The discussion reveals the importance of governmental policymakers and citizens in closing health-service organizations’ required capability gaps, as well as the supply and demand gap, to establish digital health ecosystems. Health service-organization may even rely on them to some extent. Governmental policymakers need to implement standards and policies aimed at enhancing innovators’ ‘health process economics’ to attract private investments, given their significant role in driving health innovations. 39 Hence, governmental policyholders could expand reimbursement schemes to include secondary health market services, allowing payers to adjust insurance pricing for incentives toward preventive services. However, as the primary health market is 2.8 times the size of the secondary health market, private investments in this market could be incentivized. 65 Potential actions include simplifying the primary health market approval processes (e.g. faster processes for health-related services addressing less critical topics) combined with patent protection for innovative digital health-related services, which may be at risk of being copied by competitors. In countries with a private versus public health market duality, governmental policymakers should additionally improve the economic attractiveness for private health service-organizations to operate in the public health market by targeting elderly and underserved citizens, thereby transforming the health system where most of its costs occur. Possibilities include further regulatory market opening, establishing more market standards, and equipping citizens with enabling technologies (e.g. smartphones, wearables), all to simplify market access and to leverage benefits from high-volume economics. Additionally, providing financial subsidies could improve pricing economics.

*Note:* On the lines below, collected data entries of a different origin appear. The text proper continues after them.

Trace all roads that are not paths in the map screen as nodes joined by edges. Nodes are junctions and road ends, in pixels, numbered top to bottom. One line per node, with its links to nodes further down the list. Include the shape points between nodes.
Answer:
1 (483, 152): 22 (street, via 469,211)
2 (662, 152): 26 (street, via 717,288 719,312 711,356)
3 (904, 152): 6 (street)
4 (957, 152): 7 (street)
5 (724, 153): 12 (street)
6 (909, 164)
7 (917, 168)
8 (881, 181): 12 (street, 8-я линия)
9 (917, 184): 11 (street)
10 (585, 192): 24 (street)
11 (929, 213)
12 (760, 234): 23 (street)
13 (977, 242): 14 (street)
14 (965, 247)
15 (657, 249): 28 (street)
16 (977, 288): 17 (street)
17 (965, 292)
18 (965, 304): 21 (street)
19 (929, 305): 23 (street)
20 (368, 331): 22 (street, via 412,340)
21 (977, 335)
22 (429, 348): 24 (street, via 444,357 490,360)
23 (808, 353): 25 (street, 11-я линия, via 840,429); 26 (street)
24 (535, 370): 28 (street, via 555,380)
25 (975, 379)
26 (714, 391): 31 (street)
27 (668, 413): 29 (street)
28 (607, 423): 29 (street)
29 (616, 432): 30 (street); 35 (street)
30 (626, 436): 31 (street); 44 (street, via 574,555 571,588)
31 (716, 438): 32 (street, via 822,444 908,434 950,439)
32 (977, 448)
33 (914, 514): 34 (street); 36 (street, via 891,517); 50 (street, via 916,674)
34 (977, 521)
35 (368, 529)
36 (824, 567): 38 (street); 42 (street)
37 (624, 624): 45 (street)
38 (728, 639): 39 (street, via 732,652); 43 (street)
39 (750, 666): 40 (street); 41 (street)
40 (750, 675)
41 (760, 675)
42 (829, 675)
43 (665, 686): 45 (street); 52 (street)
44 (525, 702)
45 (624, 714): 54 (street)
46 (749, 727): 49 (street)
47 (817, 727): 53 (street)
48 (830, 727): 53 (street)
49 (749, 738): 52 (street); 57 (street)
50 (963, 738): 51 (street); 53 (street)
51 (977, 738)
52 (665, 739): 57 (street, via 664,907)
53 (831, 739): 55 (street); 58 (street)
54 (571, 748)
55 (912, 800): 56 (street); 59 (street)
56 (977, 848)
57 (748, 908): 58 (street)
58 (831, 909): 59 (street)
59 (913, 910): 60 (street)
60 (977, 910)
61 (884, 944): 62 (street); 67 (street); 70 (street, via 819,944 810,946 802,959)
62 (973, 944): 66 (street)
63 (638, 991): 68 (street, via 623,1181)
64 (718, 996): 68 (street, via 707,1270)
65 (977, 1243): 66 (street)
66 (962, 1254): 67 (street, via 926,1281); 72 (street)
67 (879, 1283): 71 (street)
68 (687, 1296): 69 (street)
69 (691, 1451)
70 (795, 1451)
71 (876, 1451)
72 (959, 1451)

In addition, governmental policymakers may need to intervene to address the low EHR adoptions. This includes defining common data standards, as well as solving the time lag between entering data and extracting gratification from a joint data pool for health service-organizations. Possibly through financial incentives for EHR adoption and data integration, potentially even making usage mandatory for payers and public providers. 73 The need to act was acknowledged by the German governmental policymaker. Payers are now regulatory enforced to offer the EHR usage to citizens and regulations transitioned from an ‘opt-in’ to an ‘opt-out’ approach for citizens regarding their EHR usage starting in 2025. 74 Beyond, policymakers could actively promote the existence and benefits of the EHR to citizens, as adoption rates remain low. 75
The findings also suggest that providers, payers, and insurers may rely on governmental policymakers’ support to address the capability gap concerning their workforce. Thus, governmental policymakers should adjust the curricula of training programs (including academic education) to prepare the future workforce and to enable the existing one.32,76
Citizens may also need to increase their time investment in learning how to navigate digital health ecosystems to experience the benefits and in integrating their health history comprehensively, creating an increased demand for the EHR. Additionally, they may need to invest in enabling technologies such as smartphones and wearables, especially pronounced for certain societal groups or in less developed countries77,78 (Figure 6).
Conclusions
Three-staged approach toward digital health ecosystems
The findings lead to actionable recommendations for health service-organizations structured in a three-staged approach. Stages one and two focus on establishing a digital service within the health market, building the prerequisite to expand toward a digital health ecosystem offering in the third stage. Health service-organizations worldwide can determine their starting stage based on an individual capability assessment. Health service-organization groups not part of the expert sample (e.g. ‘Big Techs’, hospital-information-system companies) can utilize the three-staged approach for either building the required capabilities to offer a standalone digital health-related service or identifying capabilities where they can complement value for ecosystem partners.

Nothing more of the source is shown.